• _Requirement_: Go through the lines below and copy each one that holds the string "covering".

• _Provided entries_:
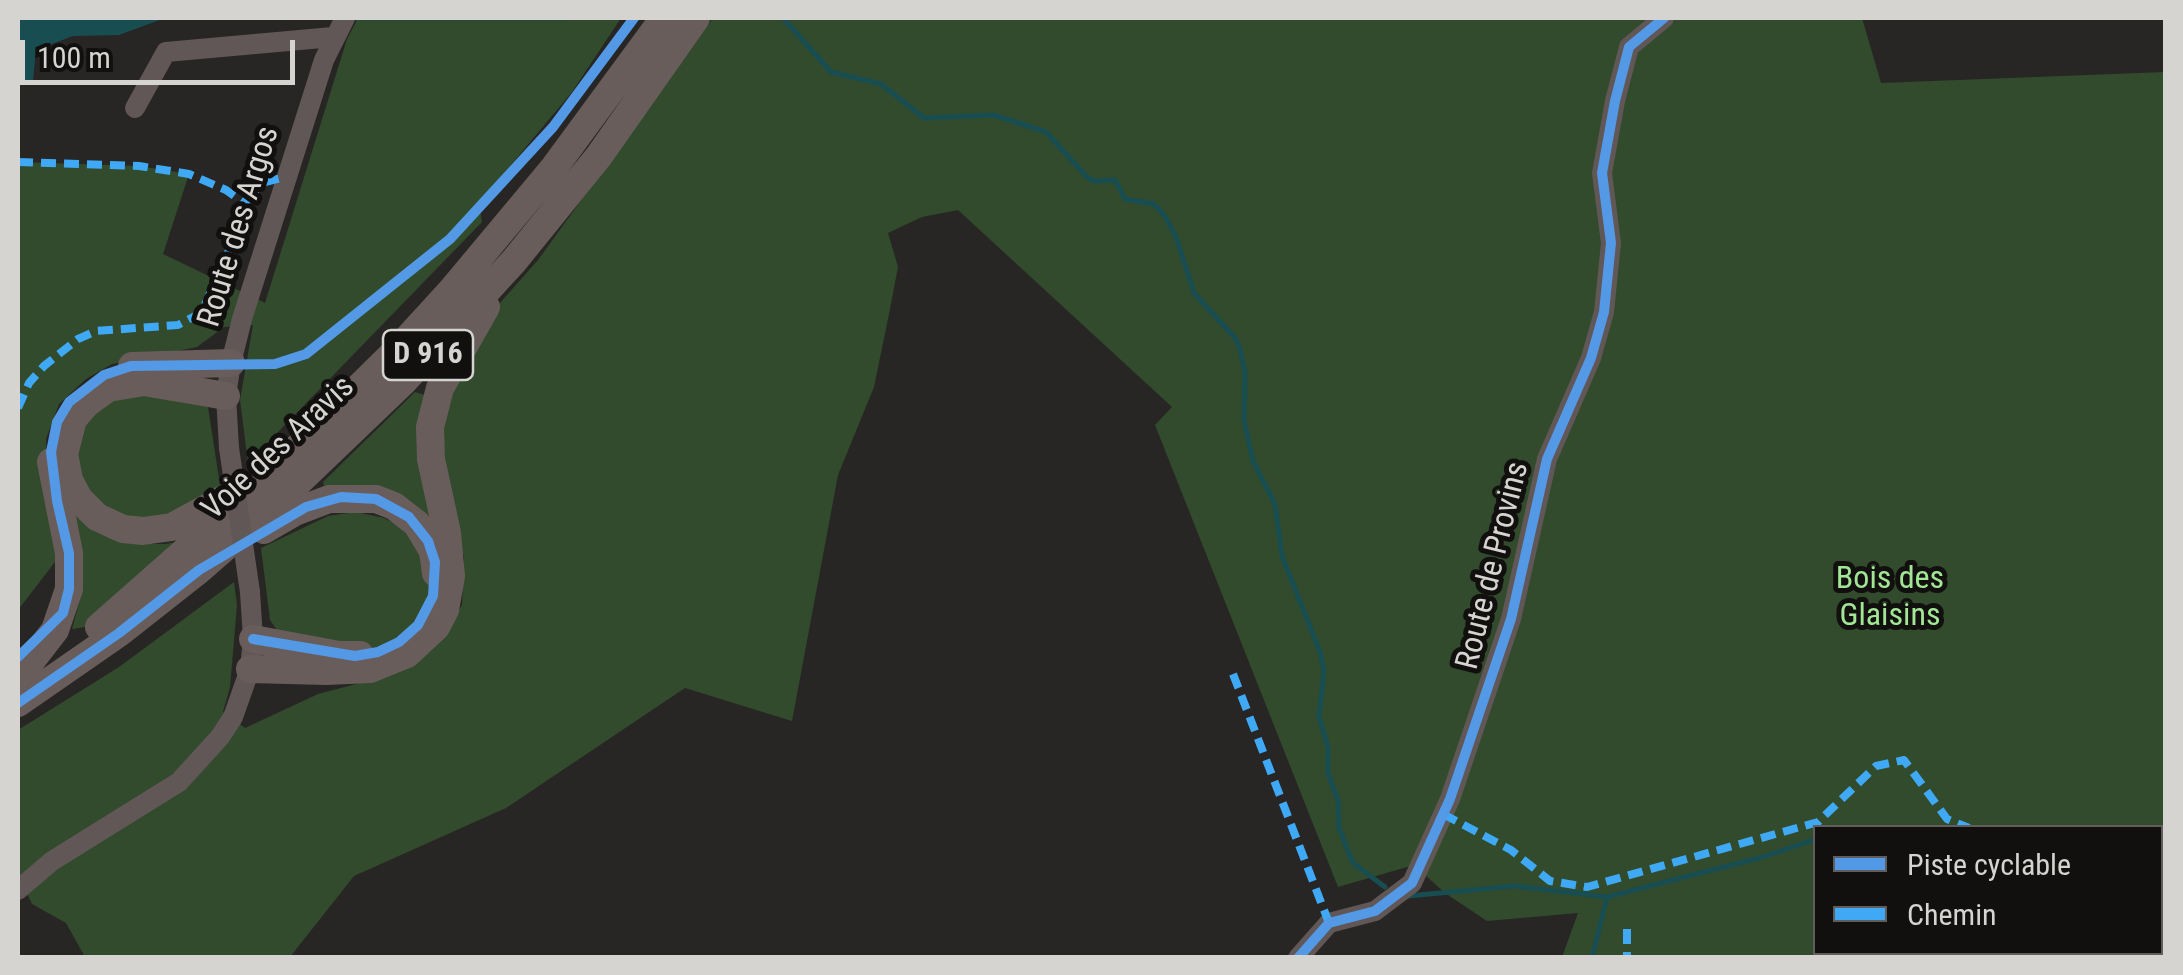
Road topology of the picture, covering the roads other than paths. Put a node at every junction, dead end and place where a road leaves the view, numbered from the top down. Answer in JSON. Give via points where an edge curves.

* * *

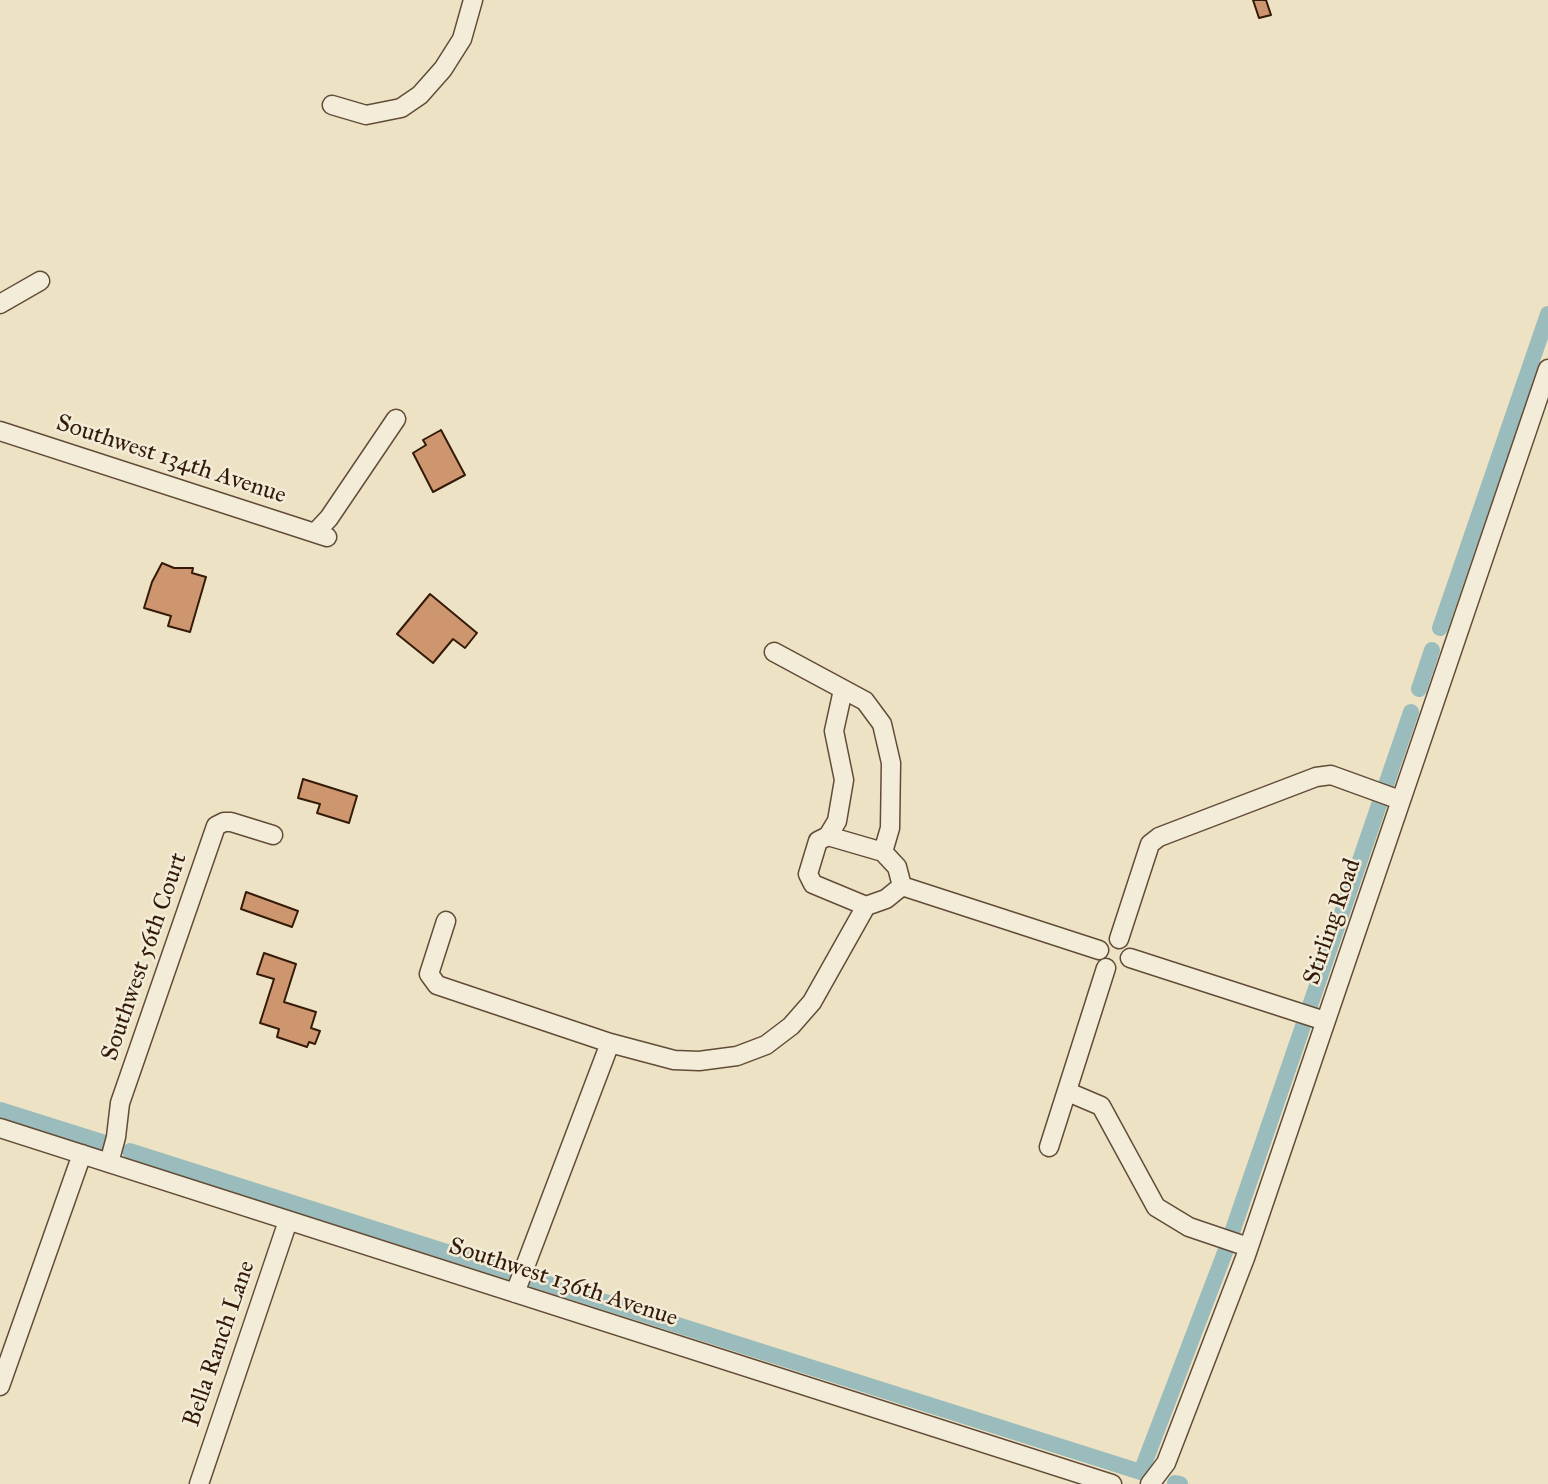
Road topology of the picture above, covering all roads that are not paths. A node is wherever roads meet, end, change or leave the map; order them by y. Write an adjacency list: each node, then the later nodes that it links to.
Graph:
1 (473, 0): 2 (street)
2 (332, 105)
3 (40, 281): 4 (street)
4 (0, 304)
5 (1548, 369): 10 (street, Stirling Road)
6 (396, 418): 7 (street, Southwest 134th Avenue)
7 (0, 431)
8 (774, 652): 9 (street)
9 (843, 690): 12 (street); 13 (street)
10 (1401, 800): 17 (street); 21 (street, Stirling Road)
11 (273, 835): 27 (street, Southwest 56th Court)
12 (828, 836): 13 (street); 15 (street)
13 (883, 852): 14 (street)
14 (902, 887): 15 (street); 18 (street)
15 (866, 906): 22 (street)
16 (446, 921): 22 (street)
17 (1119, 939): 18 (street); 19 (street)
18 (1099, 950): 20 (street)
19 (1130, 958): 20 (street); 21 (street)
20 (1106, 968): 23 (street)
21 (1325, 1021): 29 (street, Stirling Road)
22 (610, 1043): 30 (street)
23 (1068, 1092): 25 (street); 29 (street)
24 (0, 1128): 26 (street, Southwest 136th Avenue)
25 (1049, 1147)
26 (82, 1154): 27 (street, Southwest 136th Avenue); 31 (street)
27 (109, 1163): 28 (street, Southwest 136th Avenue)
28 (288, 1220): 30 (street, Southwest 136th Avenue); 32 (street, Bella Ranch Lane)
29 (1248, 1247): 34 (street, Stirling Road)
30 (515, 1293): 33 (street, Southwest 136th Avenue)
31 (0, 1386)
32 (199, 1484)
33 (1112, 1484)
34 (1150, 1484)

---

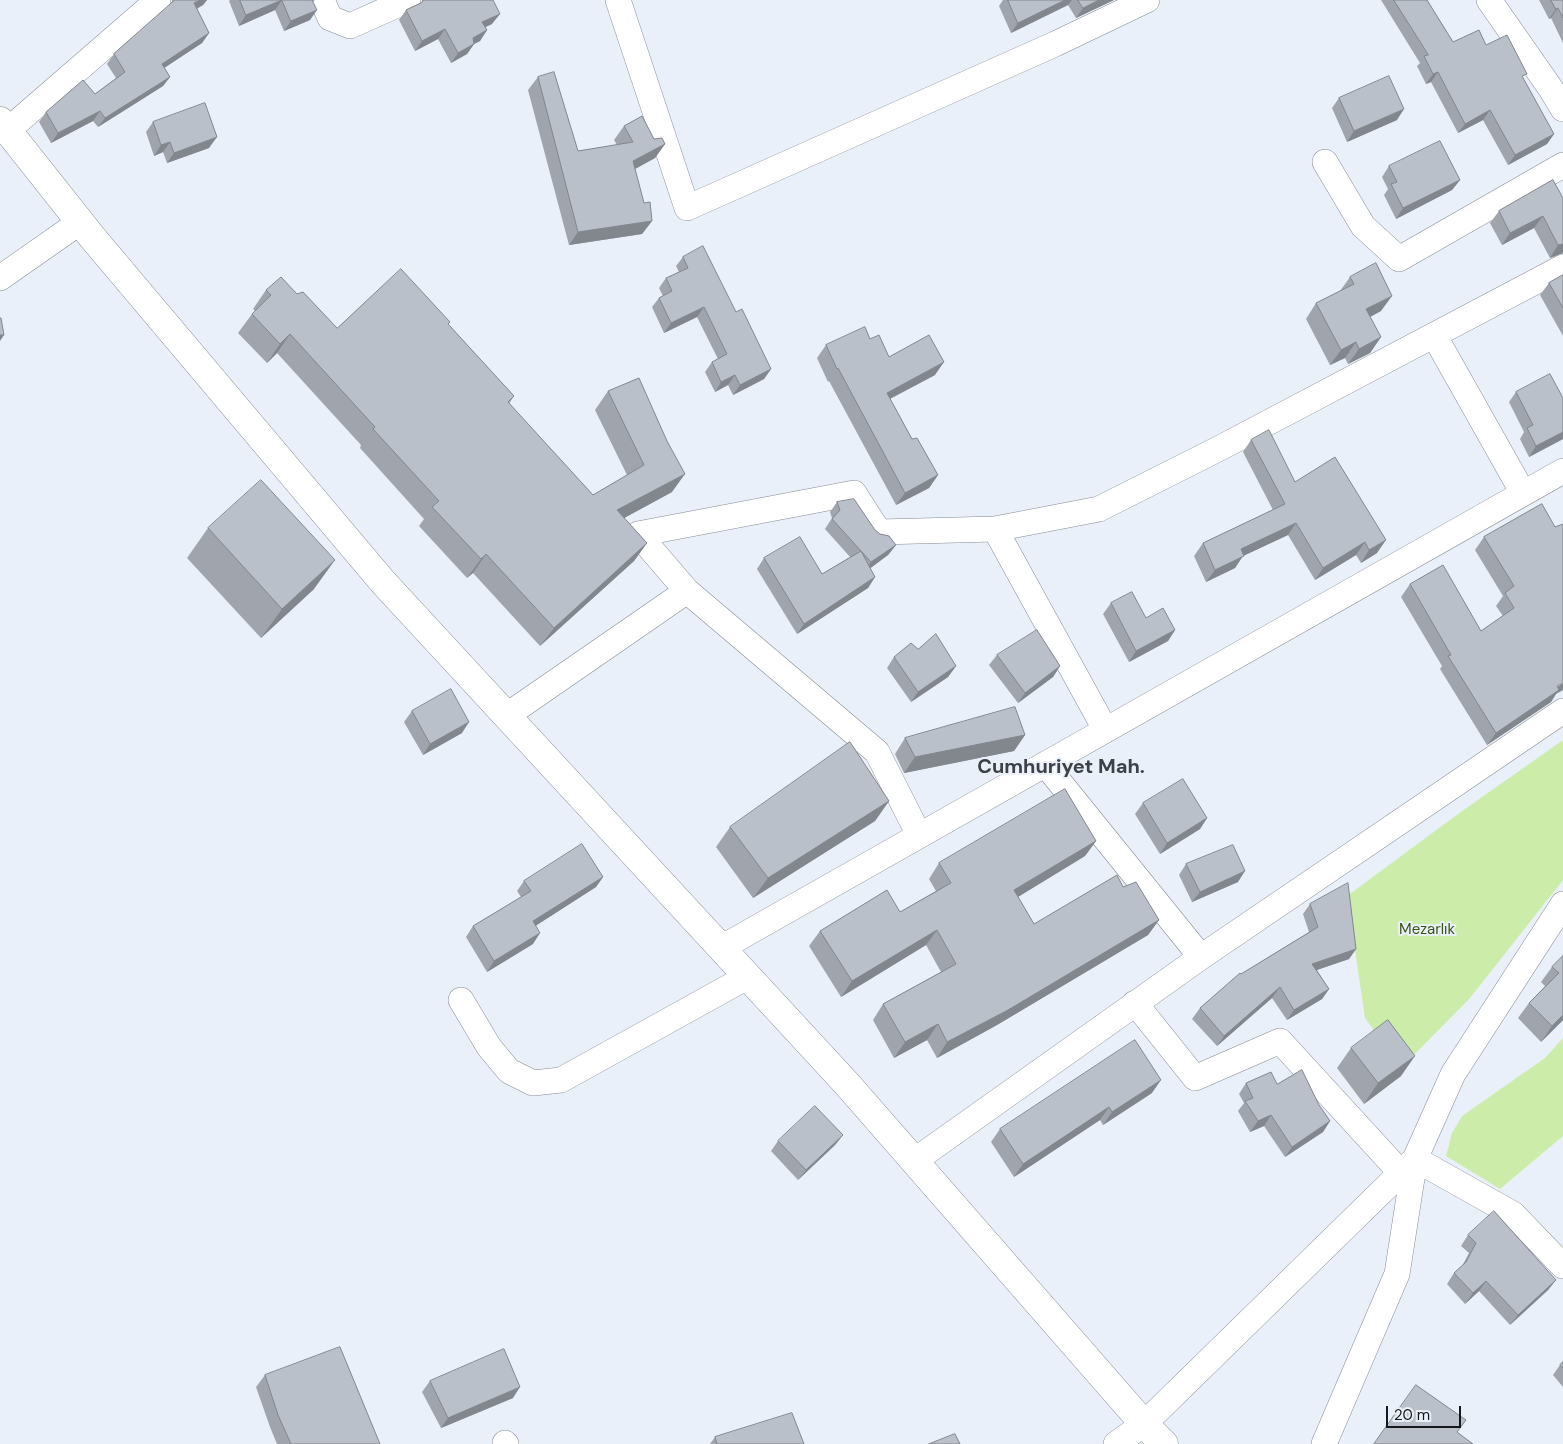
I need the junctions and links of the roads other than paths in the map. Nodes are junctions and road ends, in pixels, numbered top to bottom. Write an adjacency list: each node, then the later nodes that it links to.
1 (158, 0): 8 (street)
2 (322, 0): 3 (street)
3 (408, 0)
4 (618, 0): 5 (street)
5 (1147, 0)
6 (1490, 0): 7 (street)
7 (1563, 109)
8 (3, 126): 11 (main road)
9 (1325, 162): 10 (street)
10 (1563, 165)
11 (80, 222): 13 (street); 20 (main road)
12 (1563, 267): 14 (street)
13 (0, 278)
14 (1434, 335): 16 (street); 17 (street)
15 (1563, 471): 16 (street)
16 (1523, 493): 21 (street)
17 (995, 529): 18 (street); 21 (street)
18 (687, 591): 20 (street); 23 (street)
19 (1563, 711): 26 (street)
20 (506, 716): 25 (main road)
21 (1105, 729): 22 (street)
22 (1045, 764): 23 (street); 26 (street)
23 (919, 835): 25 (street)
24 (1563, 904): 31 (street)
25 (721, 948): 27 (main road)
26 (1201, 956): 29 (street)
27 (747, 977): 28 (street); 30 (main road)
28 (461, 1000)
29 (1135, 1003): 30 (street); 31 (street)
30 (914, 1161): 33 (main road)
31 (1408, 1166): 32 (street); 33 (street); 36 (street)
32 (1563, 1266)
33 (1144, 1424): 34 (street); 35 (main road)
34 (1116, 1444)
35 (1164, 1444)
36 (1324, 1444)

• _Task response_:
Road topology of the picture, covering the roads other than paths. Put a node at every junction, dead end and place where a road leaves the view, numbered from the top down. Answer in JSON. Give via points where an edge curves.
Road topology of the picture above, covering all roads that are not paths. A node is wherever roads meet, end, change or leave the map; order them by y. Write an adjacency list: each node, then the later nodes that it links to.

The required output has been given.